# Pressure Pot Caddy feedback



## BeeAMaker

Not sure where to put this post, but since I will be asking for some feedback, I figured this would be the spot.

A lot of you have ordered my Pressure Pot Caddy or the Pressure Pot Caddy V2 and have time to use it for a while. I was hoping I could get some feed back on it from those that have used it.

Just some questions off the top of my head,
1. How do you like it? 
2. What happen to it if you had a resin spill?
3. Value for the money?
4. Too many holes in the V2?
5. Any other suggestions you can make or issues you have had with it.

I am also looking at making a version out of HDPE 1/4" sheet. This would be so  resins hopefully peel right off.

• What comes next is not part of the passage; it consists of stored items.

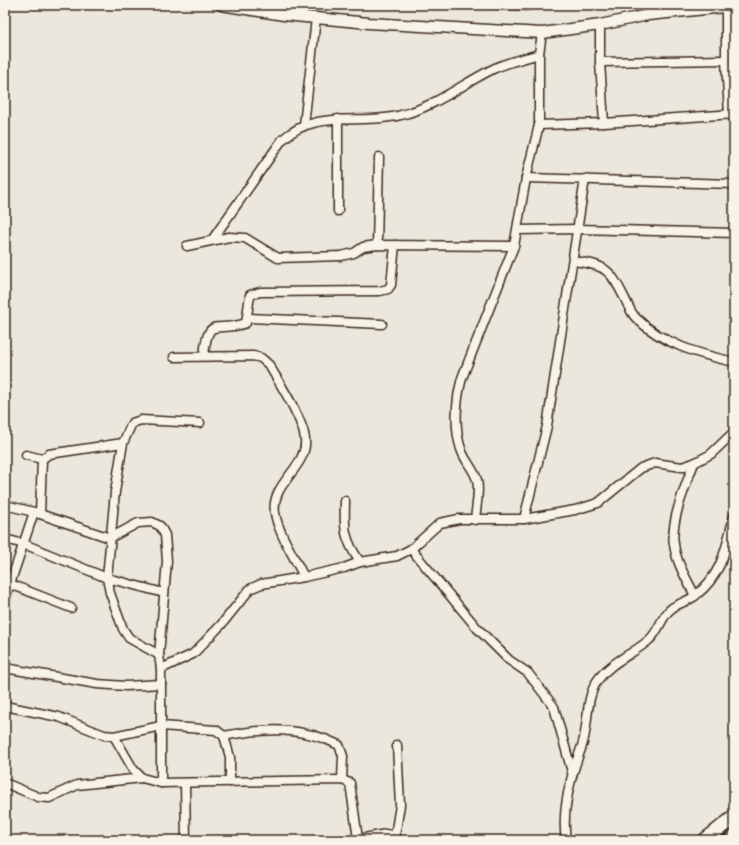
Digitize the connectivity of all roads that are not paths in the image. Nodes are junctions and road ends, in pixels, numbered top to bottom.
1 (221, 5) edge
2 (730, 7) edge
3 (316, 18) junction
4 (600, 26) junction
5 (542, 33) junction
6 (539, 54) junction
7 (726, 60) junction
8 (600, 62) junction
9 (732, 115) edge
10 (338, 119) junction
11 (604, 123) junction
12 (304, 125) junction
13 (539, 125) junction
14 (379, 157) dead end
15 (526, 178) junction
16 (585, 179) junction
17 (734, 184) edge
18 (338, 211) dead end
19 (578, 229) junction
20 (518, 230) junction
21 (734, 233) edge
22 (212, 240) junction
23 (377, 245) junction
24 (395, 245) junction
25 (187, 246) dead end
26 (514, 246) junction
27 (573, 261) junction
28 (248, 318) junction
29 (382, 324) dead end
30 (204, 356) junction
31 (174, 357) dead end
32 (734, 362) edge
33 (200, 423) dead end
34 (734, 432) edge
35 (123, 443) junction
36 (26, 455) dead end
37 (42, 459) junction
38 (694, 463) junction
39 (345, 501) dead end
40 (5, 505) edge
41 (37, 513) junction
42 (734, 516) edge
43 (524, 519) junction
44 (475, 520) junction
45 (110, 538) junction
46 (5, 539) edge
47 (24, 544) junction
48 (411, 549) junction
49 (360, 562) junction
50 (304, 577) junction
51 (107, 578) junction
52 (10, 584) junction
53 (164, 593) junction
54 (695, 596) junction
55 (5, 599) edge
56 (71, 608) dead end
57 (159, 655) junction
58 (5, 668) edge
59 (161, 669) junction
60 (161, 684) junction
61 (5, 706) edge
62 (161, 726) junction
63 (114, 736) junction
64 (224, 736) junction
65 (397, 745) dead end
66 (572, 772) junction
67 (142, 778) junction
68 (342, 780) junction
69 (230, 782) junction
70 (5, 783) edge
71 (161, 783) junction
72 (185, 783) junction
73 (734, 817) edge
74 (397, 838) edge
75 (186, 840) edge
76 (355, 840) edge
77 (566, 840) edge
78 (705, 840) edge

1 - 3 street
2 - 4 street
2 - 7 street
3 - 5 street
3 - 12 street
4 - 5 street
4 - 8 street
5 - 6 street
6 - 10 street
6 - 13 street
7 - 8 street
7 - 9 street
8 - 11 street
9 - 11 street
10 - 12 street
10 - 18 street
11 - 13 street
12 - 22 street
13 - 15 street
14 - 23 street
15 - 16 street
15 - 20 street
16 - 17 street
16 - 19 street
19 - 20 street
19 - 21 street
19 - 27 street
20 - 26 street
22 - 23 street
22 - 25 street
23 - 24 street
24 - 26 street
24 - 28 street
26 - 44 street
27 - 32 street
27 - 43 street
28 - 29 street
28 - 30 street
30 - 31 street
30 - 50 street
33 - 35 street
34 - 38 street
35 - 37 street
35 - 45 street
36 - 37 street
37 - 41 street
38 - 43 street
38 - 54 street
39 - 49 street
40 - 41 street
41 - 45 street
41 - 47 street
42 - 54 street
43 - 44 street
44 - 48 street
45 - 51 street
45 - 53 street
46 - 47 street
47 - 51 street
47 - 52 street
48 - 49 street
48 - 66 street
49 - 50 street
50 - 59 street
51 - 53 street
51 - 57 street
52 - 55 street
52 - 56 street
53 - 57 street
54 - 66 street
57 - 59 street
58 - 60 street
59 - 60 street
60 - 62 street
61 - 63 street
62 - 63 street
62 - 64 street
62 - 71 street
63 - 67 street
64 - 68 street
64 - 69 street
65 - 74 street
66 - 77 street
67 - 70 street
67 - 71 street
68 - 69 street
68 - 76 street
69 - 72 street
71 - 72 street
72 - 75 street
73 - 78 main road
74 - 76 street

However it would make the Caddy more expensive, about $35 each (V2 version) Would it be worth it?

It's been a while since I have been able to turn, so hopefully again soon!

Thanks for any feedback!

:biggrin:


----------



## eharri446

I have not ordered one from you yet, however, I would be interested in the V2 in HDPE since I am prone to spilling.

However, from what I see on your web site, the caddy looks stable and well designed.

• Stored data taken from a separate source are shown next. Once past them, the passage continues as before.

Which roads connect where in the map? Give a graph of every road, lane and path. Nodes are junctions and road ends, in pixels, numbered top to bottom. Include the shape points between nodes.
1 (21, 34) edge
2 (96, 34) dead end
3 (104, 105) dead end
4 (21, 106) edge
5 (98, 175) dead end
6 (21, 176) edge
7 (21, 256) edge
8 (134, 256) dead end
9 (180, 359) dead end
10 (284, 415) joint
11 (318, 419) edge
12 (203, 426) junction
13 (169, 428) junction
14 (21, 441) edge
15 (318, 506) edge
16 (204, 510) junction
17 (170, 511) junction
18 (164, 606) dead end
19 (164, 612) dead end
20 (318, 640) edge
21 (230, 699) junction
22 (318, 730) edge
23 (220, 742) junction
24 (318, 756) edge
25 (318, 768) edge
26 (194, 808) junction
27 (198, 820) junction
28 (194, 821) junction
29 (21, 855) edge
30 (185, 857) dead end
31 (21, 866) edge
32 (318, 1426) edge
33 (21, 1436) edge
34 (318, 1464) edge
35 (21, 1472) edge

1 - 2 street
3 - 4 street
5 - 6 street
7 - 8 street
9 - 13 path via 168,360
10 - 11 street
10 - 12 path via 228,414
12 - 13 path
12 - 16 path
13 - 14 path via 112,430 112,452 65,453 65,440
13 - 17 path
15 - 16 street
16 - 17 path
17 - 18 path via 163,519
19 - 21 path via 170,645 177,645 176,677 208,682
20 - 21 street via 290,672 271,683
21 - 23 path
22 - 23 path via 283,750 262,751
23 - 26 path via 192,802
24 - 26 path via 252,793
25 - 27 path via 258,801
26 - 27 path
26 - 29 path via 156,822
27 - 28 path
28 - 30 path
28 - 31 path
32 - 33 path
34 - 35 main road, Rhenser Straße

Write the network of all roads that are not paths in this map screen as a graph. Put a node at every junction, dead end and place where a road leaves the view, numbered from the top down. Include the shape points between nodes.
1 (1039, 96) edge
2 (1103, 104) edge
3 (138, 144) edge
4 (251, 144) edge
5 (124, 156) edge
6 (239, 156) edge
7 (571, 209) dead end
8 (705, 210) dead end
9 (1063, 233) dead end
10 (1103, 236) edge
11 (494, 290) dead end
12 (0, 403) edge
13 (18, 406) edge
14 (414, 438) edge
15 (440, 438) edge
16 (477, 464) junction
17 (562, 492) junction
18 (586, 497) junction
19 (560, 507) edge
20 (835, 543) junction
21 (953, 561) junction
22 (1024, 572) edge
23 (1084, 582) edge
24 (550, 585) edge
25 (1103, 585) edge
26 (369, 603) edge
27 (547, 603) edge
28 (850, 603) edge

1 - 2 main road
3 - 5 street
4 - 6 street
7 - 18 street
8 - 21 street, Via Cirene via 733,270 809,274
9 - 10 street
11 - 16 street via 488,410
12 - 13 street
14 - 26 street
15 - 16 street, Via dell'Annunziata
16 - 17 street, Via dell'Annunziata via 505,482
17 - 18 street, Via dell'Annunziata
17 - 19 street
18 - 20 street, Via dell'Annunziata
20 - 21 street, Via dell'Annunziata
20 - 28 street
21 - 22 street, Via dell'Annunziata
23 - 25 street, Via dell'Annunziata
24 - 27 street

If you get one in HDPE PM me with the information and I will get your money to you. Even at $35 for the HDPE version, yours is one of the lesser priced ones that I have found.


----------



## BillyBoy63

*Pressure pot caddy V2*

I bought the V2 caddy have not used it yet  just getting started in casting world  
I think the design is great it should work great like the 2 part design were you can use a mold or use the tube style molds.

getting ready to order some tubes and plugs  you need to get busy and make some more of the four peace sets you are only showing 1 in stock

here is another idea  
make a bigger package deal and maybe throw in a free plug  or something like that  
BillyBoy63  :biggrin:


----------



## McKenzie Penworks

PLEASE make it out of HDPE... I'll buy another... I use your caddy for my production casting and I've made probably 400 blanks since buying it. Each cast I spend about 5-10 minutes clearing off resin for the next cast. I also have to spray expensive mold release on it fairly often to keep the resin from becoming one with the holes. 

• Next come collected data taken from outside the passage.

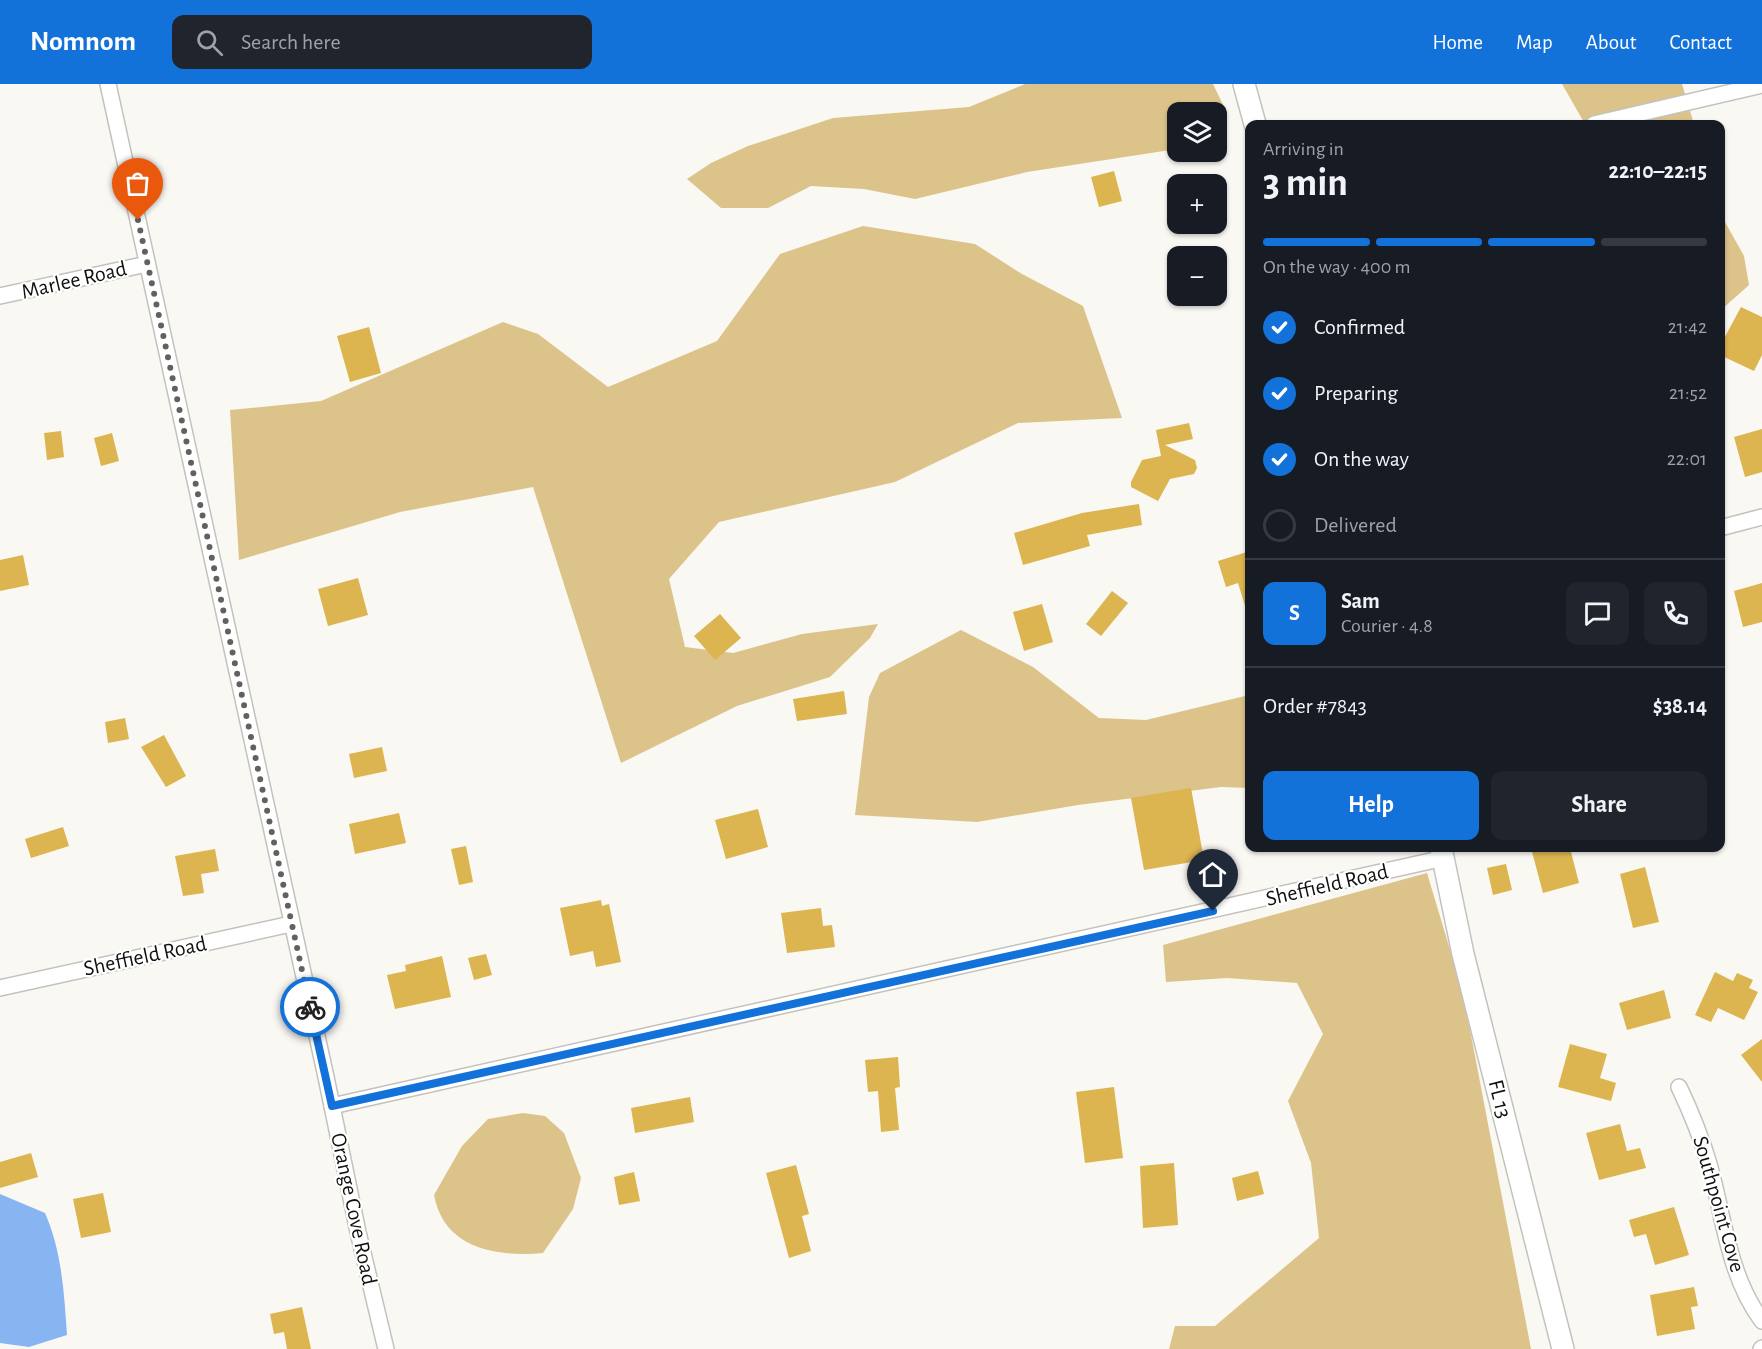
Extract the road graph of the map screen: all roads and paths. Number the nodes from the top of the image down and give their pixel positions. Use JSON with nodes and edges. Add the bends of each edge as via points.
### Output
{"nodes":[{"id":1,"x":108,"y":84,"type":"edge"},
{"id":2,"x":1244,"y":84,"type":"edge"},
{"id":3,"x":1762,"y":85,"type":"edge"},
{"id":4,"x":1254,"y":120,"type":"edge"},
{"id":5,"x":1611,"y":120,"type":"edge"},
{"id":6,"x":147,"y":264,"type":"junction"},
{"id":7,"x":0,"y":296,"type":"edge"},
{"id":8,"x":1762,"y":517,"type":"edge"},
{"id":9,"x":1725,"y":527,"type":"edge"},
{"id":10,"x":1443,"y":853,"type":"edge"},
{"id":11,"x":291,"y":924,"type":"junction"},
{"id":12,"x":0,"y":988,"type":"edge"},
{"id":13,"x":1679,"y":1087,"type":"dead end"},
{"id":14,"x":332,"y":1106,"type":"junction"},
{"id":15,"x":1762,"y":1321,"type":"edge"},
{"id":16,"x":386,"y":1349,"type":"edge"},
{"id":17,"x":1563,"y":1349,"type":"edge"}],
"edges":[{"from":1,"to":6,"type":"street","name":"Orange Cove Road"},
{"from":2,"to":4,"type":"main road"},
{"from":3,"to":5,"type":"street"},
{"from":6,"to":7,"type":"street","name":"Marlee Road"},
{"from":6,"to":11,"type":"street","name":"Orange Cove Road"},
{"from":8,"to":9,"type":"street"},
{"from":10,"to":14,"type":"street","name":"Sheffield Road"},
{"from":10,"to":17,"type":"main road","name":"FL 13","via":[[1464,954]]},
{"from":11,"to":12,"type":"street","name":"Sheffield Road"},
{"from":11,"to":14,"type":"street","name":"Orange Cove Road"},
{"from":13,"to":15,"type":"street","name":"Southpoint Cove","via":[[1709,1165],[1732,1258]]},
{"from":14,"to":16,"type":"street","name":"Orange Cove Road"}]}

From a design perspective, it works great for me... In fact I was going to go and get some sheet HDPE and just cut out matching pieces on my bandsaw because I spend so much time removing resin that drips down the tubes.


----------



## BeeAMaker

Thanks everyone for the feed back!

I'll get some HDPE and give it a go. I should have some proto's cut by next week.

I'll also get some more stoppers made up!

Thanks!


----------



## Bob in SF

Glenn - I agree - HDPE would be perfect!

Keep up the great work - Bob


----------



## PatrickR

Ive used mine about a dozen times and love it.
I’m not doing any vertical casting currently but having the option is nice.
I have not had any spills so far but don’t think I’d want to pay almost double for HDPE. If spills were a problem I’d protect it with some tape. 1/4” HDPE sounds too flexible to me


----------



## McKenzie Penworks

BeeAMaker said:


> Thanks everyone for the feed back!
> 
> I'll get some HDPE and give it a go. I should have some proto's cut by next week.
> 
> I'll also get some more stoppers made up!
> 
> Thanks!



I could probably use some stoppers as backups as well... Let me know when you get those prototypes done. All my vertical casting is done with the molds already in the caddy so obviously there is some dripping and spillage. I dont' think the sides/top need to be HDPE but the 2 trays with the holes in them should definitely be. Bottom... I could go either way but HDPE would at least make it easy to keep clean.


----------



## JHolliman

*Pressure Pot Caddy V2*

I have been using mine and I Love it!, But I agree Making it out of HDPE would be awesome and I would be interested in that version as well!


----------



## BeeAMaker

Sorry for not getting back sooner, I'm a bit behind. 
HDPE laser cut better than I expected, they turned out great I think.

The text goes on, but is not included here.